Friday, January 04, 2008

The Fortress of Solitude

What is the difference between a toy and a machine? Here's one way of looking at it, from Jonathan Lethem's The Fortress of Solitude (thanks to someone for typing this in last year):

"There were two worlds. In one his father paced upstairs, creaked chairs, painting at his tiny light box, making his incomprehensible progress, his mother downstairs played records, ran water over dishes, laughed on the telephone, her voice trailing up the curve of the long stair, the backyard ailanthus brushed his bedroom windows, dappling the sun into tropical, liquid blobs of light against the wallpaper which itself depicted a forest full of monkeys and tigers and giraffes, while Dylan read and reread Scrambled Eggs Super and Oobleck and If I Ran the Zoo or pushed his Matchbox car, #11, dreamily with one finger down its single length of orange track or exposed the inadequacy of the Etch a Sketch and the Spirograph again, the stiffness of the knobs, the recalcitrance of the silvery ingredient behind the Etch A Sketch’s smeared window, the untrustworthiness of the Spirograph’s pins, the way they invariably bent at perihelion when the pressure of the drawing pen grew too much, so that every deliciously scientific orbit blooped and bent at the crucial moment into a ragged absurdity, a head with a nose, a pickle with a wart. If the Etch A Sketch and the Spirograph had really worked they would probably be machines, not toys, they would be part of the way the adult universe operated, and be mounted onto the instrument panels of cars or worn on the belts of policemen. Dylan understood and accepted this. These things were broken because they were toys, and vice versa. They required his pity and patience, like retarded children who’d been entrusted to his care."

*

"Whole days were mysterious, and then the sun went down."

*

"'Let me see it for a minute.'

"Let me see it: you saw a basketball or a pack of baseball cards or a plastic water gun by taking it into your hands, and what happened after that was in doubt. Ownership depended mostly on not letting anyone see anything.If you let a kid see a bottle of Yoo-Hoo for a minute he'd drink what was left of it."

*

"The key to mostly anything is pretending your first time isn't."

*

"Then realize that maybe that's all anyone does—fake it."

*

"I dedicated myself to acting as though I'd fit in this atmosphere all along."

*

"It was a form of autism, a failure of social mimicry ..."

*

I cannot help but love a novel that ends with a paean to Brian Eno's Another Green World.

But at the same time I am suspicious of my appreciation of this novel. Perhaps the main character is too much like me, and I am suspicious of identification. We were born in the same years; we have many of the same cultural references. Even the ones we don't really share, we still share as background knowledge of life in the U.S. in the seventies and eighties.

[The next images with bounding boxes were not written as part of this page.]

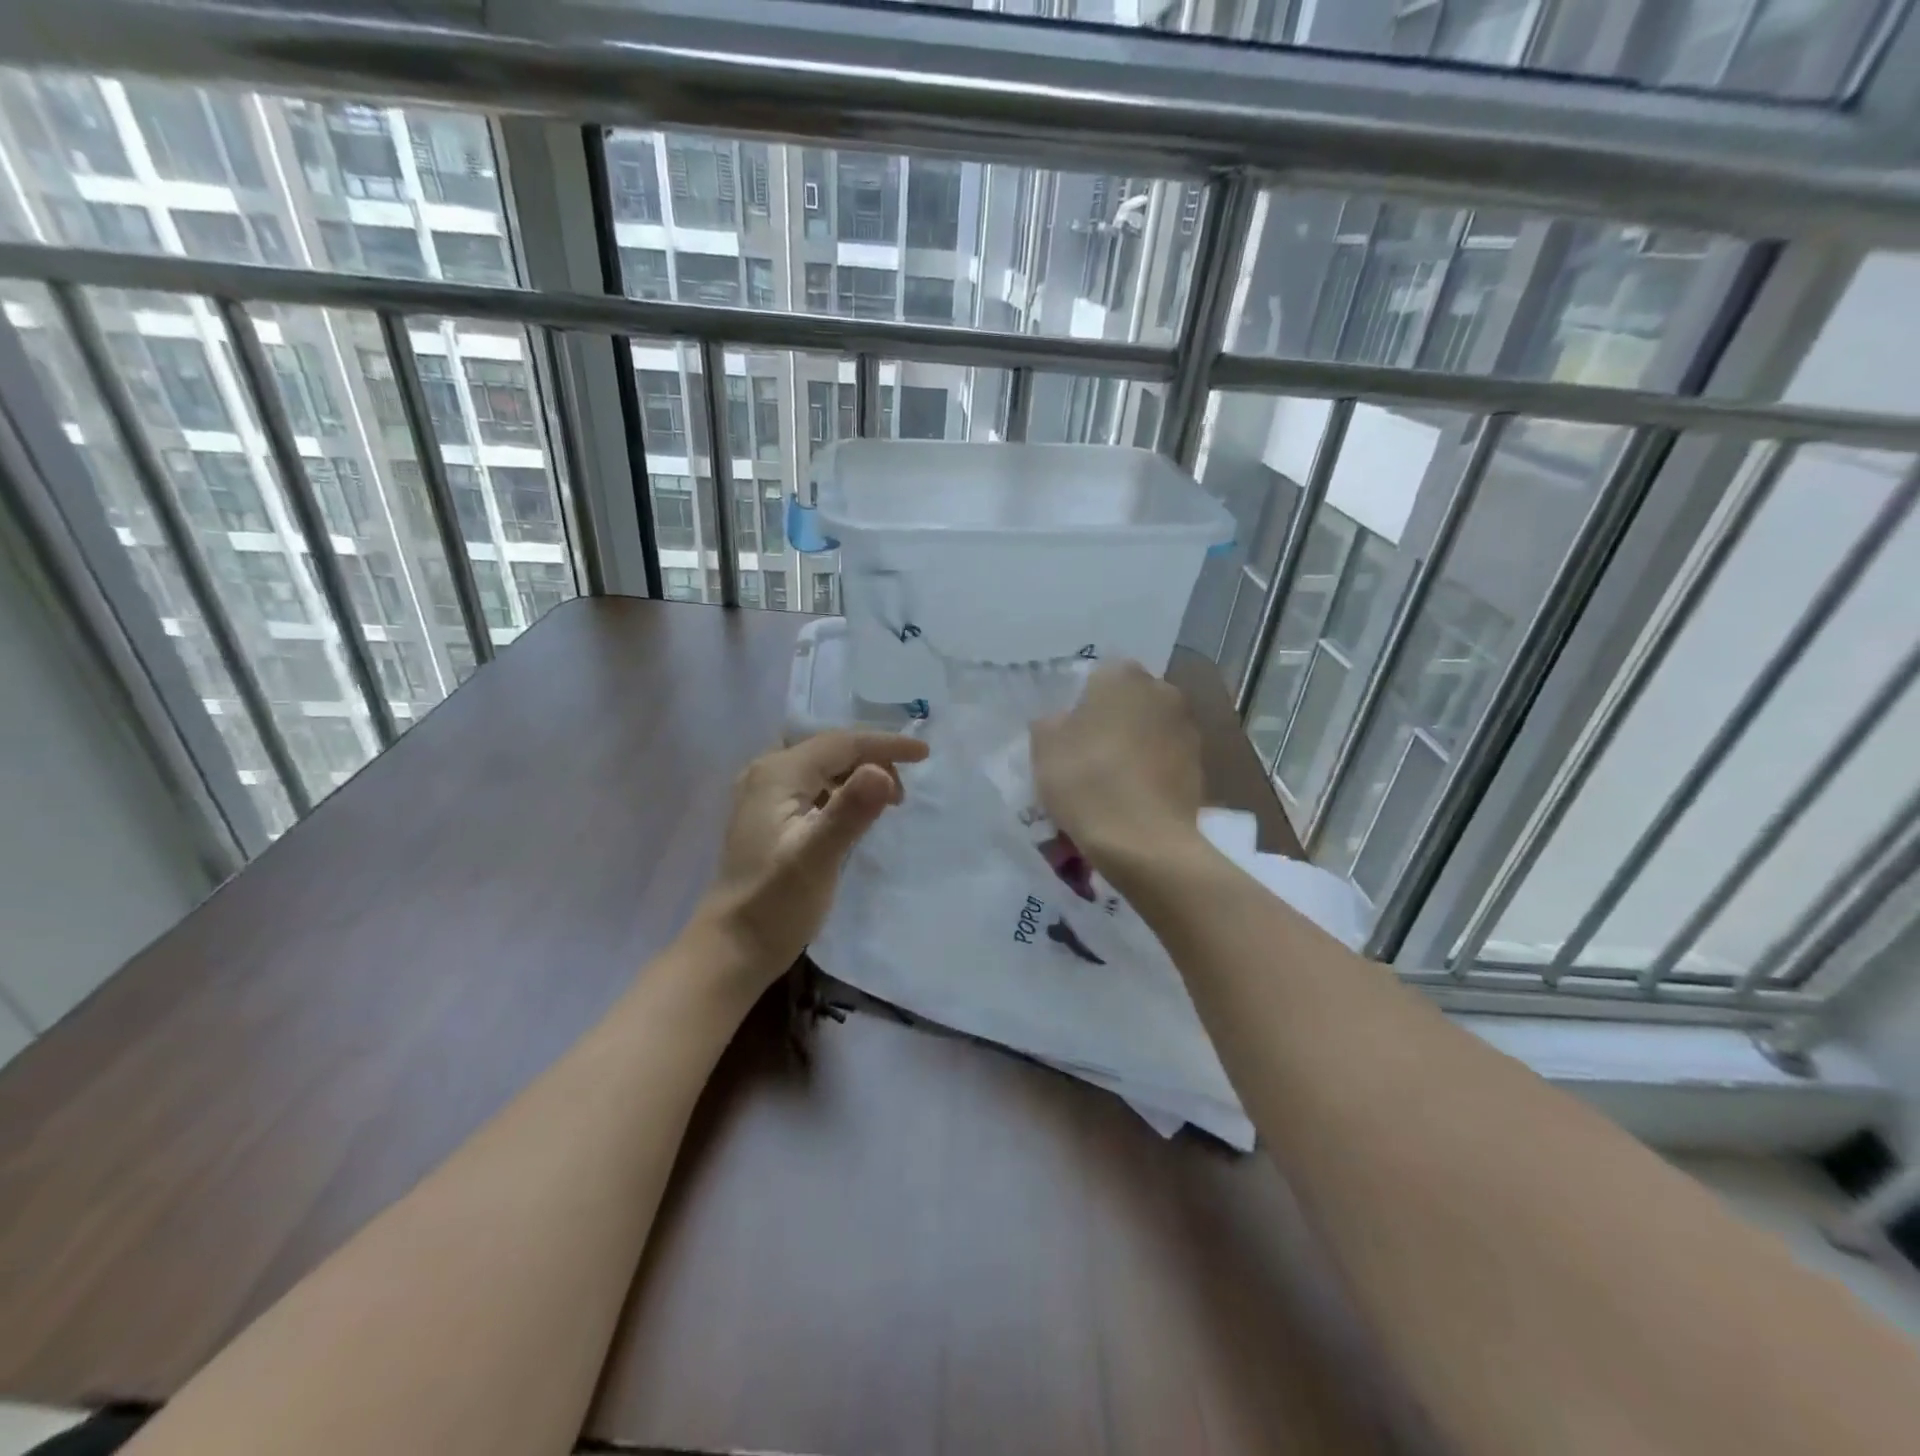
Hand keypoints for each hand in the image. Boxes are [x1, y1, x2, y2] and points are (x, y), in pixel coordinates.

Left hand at [693, 730, 929, 985]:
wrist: (732, 949)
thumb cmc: (775, 904)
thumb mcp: (817, 857)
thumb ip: (849, 812)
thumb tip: (882, 772)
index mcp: (778, 773)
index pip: (842, 743)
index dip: (886, 745)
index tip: (925, 755)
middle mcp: (767, 773)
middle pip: (831, 749)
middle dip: (873, 758)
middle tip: (904, 792)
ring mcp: (764, 795)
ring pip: (823, 767)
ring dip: (858, 775)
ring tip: (889, 801)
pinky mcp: (768, 816)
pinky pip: (814, 786)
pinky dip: (841, 791)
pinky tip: (856, 813)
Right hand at [1031, 660, 1204, 870]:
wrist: (1143, 840)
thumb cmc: (1087, 781)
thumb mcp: (1044, 747)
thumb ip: (1051, 723)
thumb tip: (1063, 722)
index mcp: (1123, 676)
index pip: (1097, 677)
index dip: (1080, 705)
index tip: (1068, 734)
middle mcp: (1162, 691)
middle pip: (1128, 702)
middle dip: (1111, 722)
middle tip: (1087, 756)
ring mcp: (1187, 729)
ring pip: (1149, 731)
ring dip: (1133, 747)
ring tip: (1111, 783)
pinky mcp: (1201, 766)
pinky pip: (1165, 761)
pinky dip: (1151, 773)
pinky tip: (1133, 800)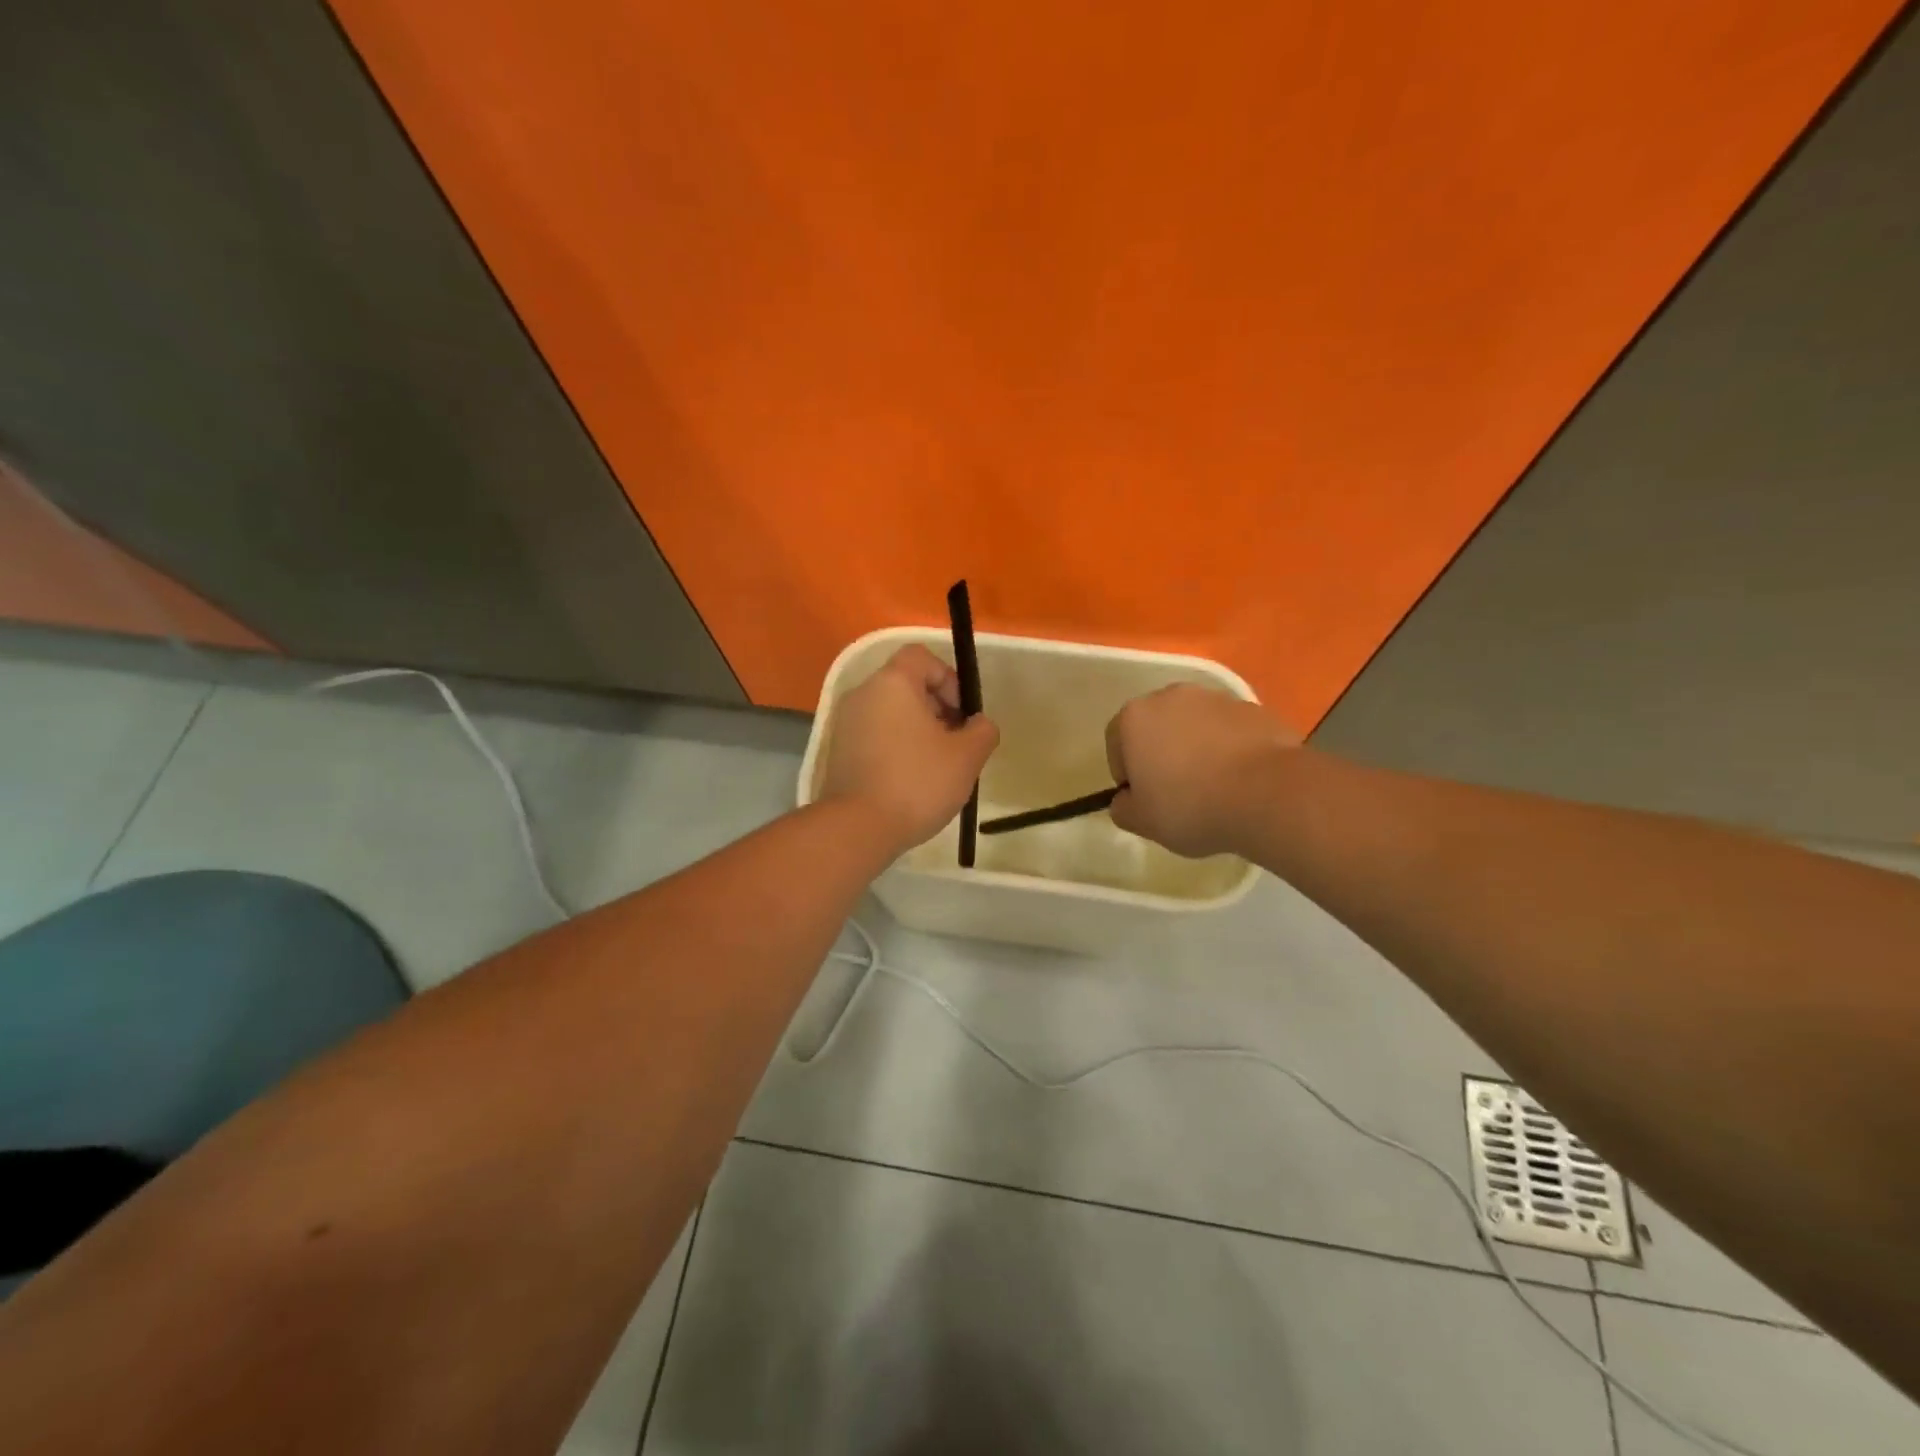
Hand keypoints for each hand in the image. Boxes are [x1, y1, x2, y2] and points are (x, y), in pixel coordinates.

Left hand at [819, 644, 999, 852]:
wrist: (858, 827)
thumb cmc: (917, 782)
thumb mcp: (967, 757)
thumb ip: (982, 731)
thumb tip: (979, 724)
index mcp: (892, 683)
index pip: (922, 656)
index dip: (948, 678)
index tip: (961, 715)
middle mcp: (863, 694)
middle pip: (906, 685)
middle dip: (936, 708)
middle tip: (954, 744)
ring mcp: (844, 723)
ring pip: (889, 712)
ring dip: (916, 731)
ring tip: (935, 766)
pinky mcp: (837, 752)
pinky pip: (874, 736)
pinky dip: (895, 747)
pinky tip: (909, 781)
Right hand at [1105, 684, 1296, 857]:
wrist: (1268, 793)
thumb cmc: (1191, 805)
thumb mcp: (1142, 821)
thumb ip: (1123, 808)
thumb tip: (1127, 800)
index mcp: (1135, 717)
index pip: (1116, 743)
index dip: (1125, 773)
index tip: (1143, 798)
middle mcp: (1171, 697)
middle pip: (1156, 726)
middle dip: (1161, 753)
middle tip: (1175, 791)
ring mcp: (1216, 698)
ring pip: (1195, 725)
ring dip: (1196, 748)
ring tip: (1213, 786)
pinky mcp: (1254, 708)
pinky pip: (1229, 731)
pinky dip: (1229, 748)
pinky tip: (1241, 780)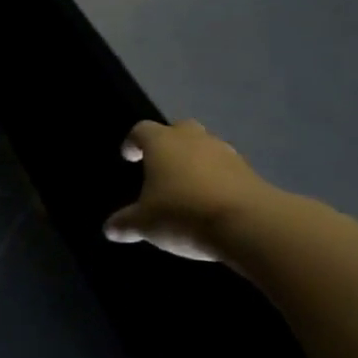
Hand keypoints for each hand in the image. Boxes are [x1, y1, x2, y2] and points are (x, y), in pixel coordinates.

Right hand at [103, 119, 275, 262]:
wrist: (247, 223)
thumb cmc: (183, 214)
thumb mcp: (146, 224)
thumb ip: (126, 223)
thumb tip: (109, 229)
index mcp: (162, 143)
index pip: (141, 130)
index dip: (133, 142)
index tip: (129, 156)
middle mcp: (192, 139)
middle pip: (178, 129)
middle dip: (169, 143)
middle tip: (162, 165)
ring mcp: (224, 152)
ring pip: (205, 146)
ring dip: (196, 160)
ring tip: (189, 185)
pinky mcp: (249, 170)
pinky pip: (227, 167)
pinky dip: (218, 177)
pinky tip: (213, 199)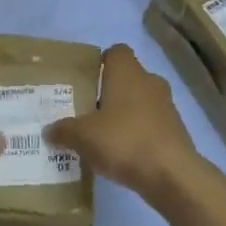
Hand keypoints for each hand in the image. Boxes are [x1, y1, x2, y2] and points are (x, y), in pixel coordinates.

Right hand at [46, 45, 213, 205]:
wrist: (172, 174)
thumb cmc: (124, 141)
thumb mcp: (83, 137)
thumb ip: (64, 130)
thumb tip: (49, 130)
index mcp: (127, 72)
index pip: (116, 51)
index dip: (101, 62)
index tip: (86, 80)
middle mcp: (149, 81)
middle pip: (127, 77)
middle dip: (109, 91)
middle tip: (88, 110)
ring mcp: (167, 105)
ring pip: (140, 100)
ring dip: (125, 113)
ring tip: (103, 135)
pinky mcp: (176, 129)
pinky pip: (151, 123)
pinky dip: (139, 132)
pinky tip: (123, 153)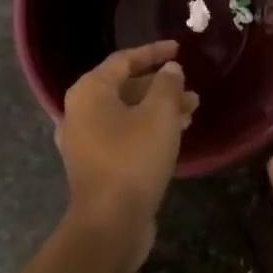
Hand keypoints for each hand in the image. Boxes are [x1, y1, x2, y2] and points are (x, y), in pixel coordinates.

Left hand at [57, 41, 199, 261]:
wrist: (110, 223)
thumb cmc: (133, 159)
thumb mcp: (158, 115)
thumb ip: (167, 85)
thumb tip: (170, 69)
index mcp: (89, 91)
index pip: (124, 60)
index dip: (153, 52)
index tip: (179, 49)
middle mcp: (80, 112)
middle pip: (124, 87)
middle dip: (160, 86)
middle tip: (191, 90)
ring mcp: (85, 140)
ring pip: (127, 114)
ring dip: (159, 109)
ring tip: (191, 112)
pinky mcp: (96, 164)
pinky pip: (124, 135)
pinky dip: (148, 129)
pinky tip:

I almost stopped reading The Fortress of Solitude when the main character put on a ring that could make him fly. It seemed too weird to have something like that change in a novel after 200 pages (with 300 or so to go). But the story nicely downplays that bit of magic, until suddenly it becomes central again, in such a way that I no longer found it irritating. None of the characters seemed that impressed by the ring in the end.

And then the vividness of listening to a particular recording while driving: two tales of listening to Another Green World. I remember listening to Dave Holland's Seeds of Time at the end of a drive from Seattle to San Francisco, how Libby and I burst into shouts of joy at the irrepressible "Homecoming."